▶ [EXERCISE AIM]:
Each record should be copied exactly into the answer, and no picture should go with it.

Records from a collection
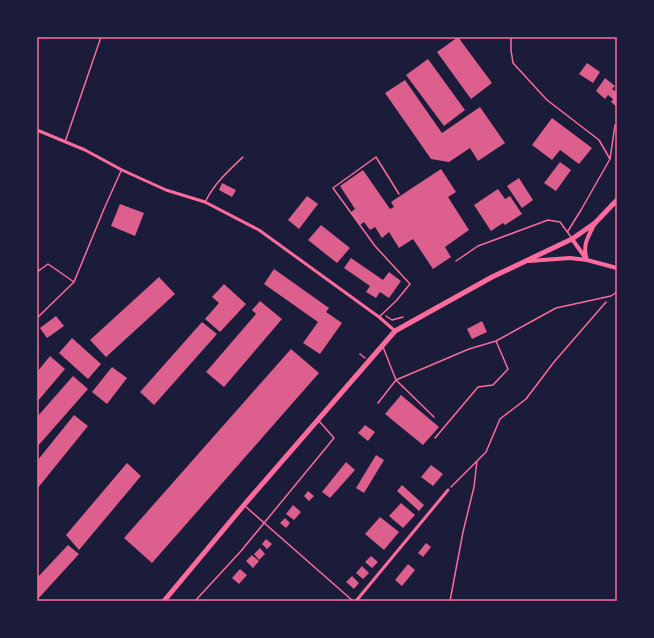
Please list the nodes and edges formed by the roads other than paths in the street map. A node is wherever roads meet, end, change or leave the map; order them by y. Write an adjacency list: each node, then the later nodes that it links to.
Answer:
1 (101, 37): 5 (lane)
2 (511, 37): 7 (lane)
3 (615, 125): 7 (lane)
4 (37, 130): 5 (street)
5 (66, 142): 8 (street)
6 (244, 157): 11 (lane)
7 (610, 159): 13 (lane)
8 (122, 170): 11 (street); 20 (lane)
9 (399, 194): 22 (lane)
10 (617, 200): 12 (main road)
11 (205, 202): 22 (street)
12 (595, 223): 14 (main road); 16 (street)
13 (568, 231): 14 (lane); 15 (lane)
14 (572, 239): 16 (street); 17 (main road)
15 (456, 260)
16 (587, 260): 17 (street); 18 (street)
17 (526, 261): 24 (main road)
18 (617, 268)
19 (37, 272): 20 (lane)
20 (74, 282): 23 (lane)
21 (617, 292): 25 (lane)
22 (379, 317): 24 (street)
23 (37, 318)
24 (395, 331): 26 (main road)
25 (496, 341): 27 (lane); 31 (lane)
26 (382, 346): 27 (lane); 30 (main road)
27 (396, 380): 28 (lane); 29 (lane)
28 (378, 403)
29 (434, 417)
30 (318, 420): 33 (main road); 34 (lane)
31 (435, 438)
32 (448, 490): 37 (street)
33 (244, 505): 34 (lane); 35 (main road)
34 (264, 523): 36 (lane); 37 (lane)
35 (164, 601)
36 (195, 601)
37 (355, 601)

▶ [OUTPUT FOR THIS EXERCISE]:
Please list the nodes and edges formed by the roads other than paths in the street map. A node is wherever roads meet, end, change or leave the map; order them by y. Write an adjacency list: each node, then the later nodes that it links to.
Answer:
1 (101, 37): 5 (lane)
2 (511, 37): 7 (lane)
3 (615, 125): 7 (lane)
4 (37, 130): 5 (street)
5 (66, 142): 8 (street)
6 (244, 157): 11 (lane)
7 (610, 159): 13 (lane)
8 (122, 170): 11 (street); 20 (lane)
9 (399, 194): 22 (lane)
10 (617, 200): 12 (main road)
11 (205, 202): 22 (street)
12 (595, 223): 14 (main road); 16 (street)
13 (568, 231): 14 (lane); 15 (lane)
14 (572, 239): 16 (street); 17 (main road)
15 (456, 260)
16 (587, 260): 17 (street); 18 (street)
17 (526, 261): 24 (main road)
18 (617, 268)
19 (37, 272): 20 (lane)
20 (74, 282): 23 (lane)
21 (617, 292): 25 (lane)
22 (379, 317): 24 (street)
23 (37, 318)
24 (395, 331): 26 (main road)
25 (496, 341): 27 (lane); 31 (lane)
26 (382, 346): 27 (lane); 30 (main road)
27 (396, 380): 28 (lane); 29 (lane)
28 (378, 403)
29 (434, 417)
30 (318, 420): 33 (main road); 34 (lane)
31 (435, 438)
32 (448, 490): 37 (street)
33 (244, 505): 34 (lane); 35 (main road)
34 (264, 523): 36 (lane); 37 (lane)
35 (164, 601)
36 (195, 601)
37 (355, 601)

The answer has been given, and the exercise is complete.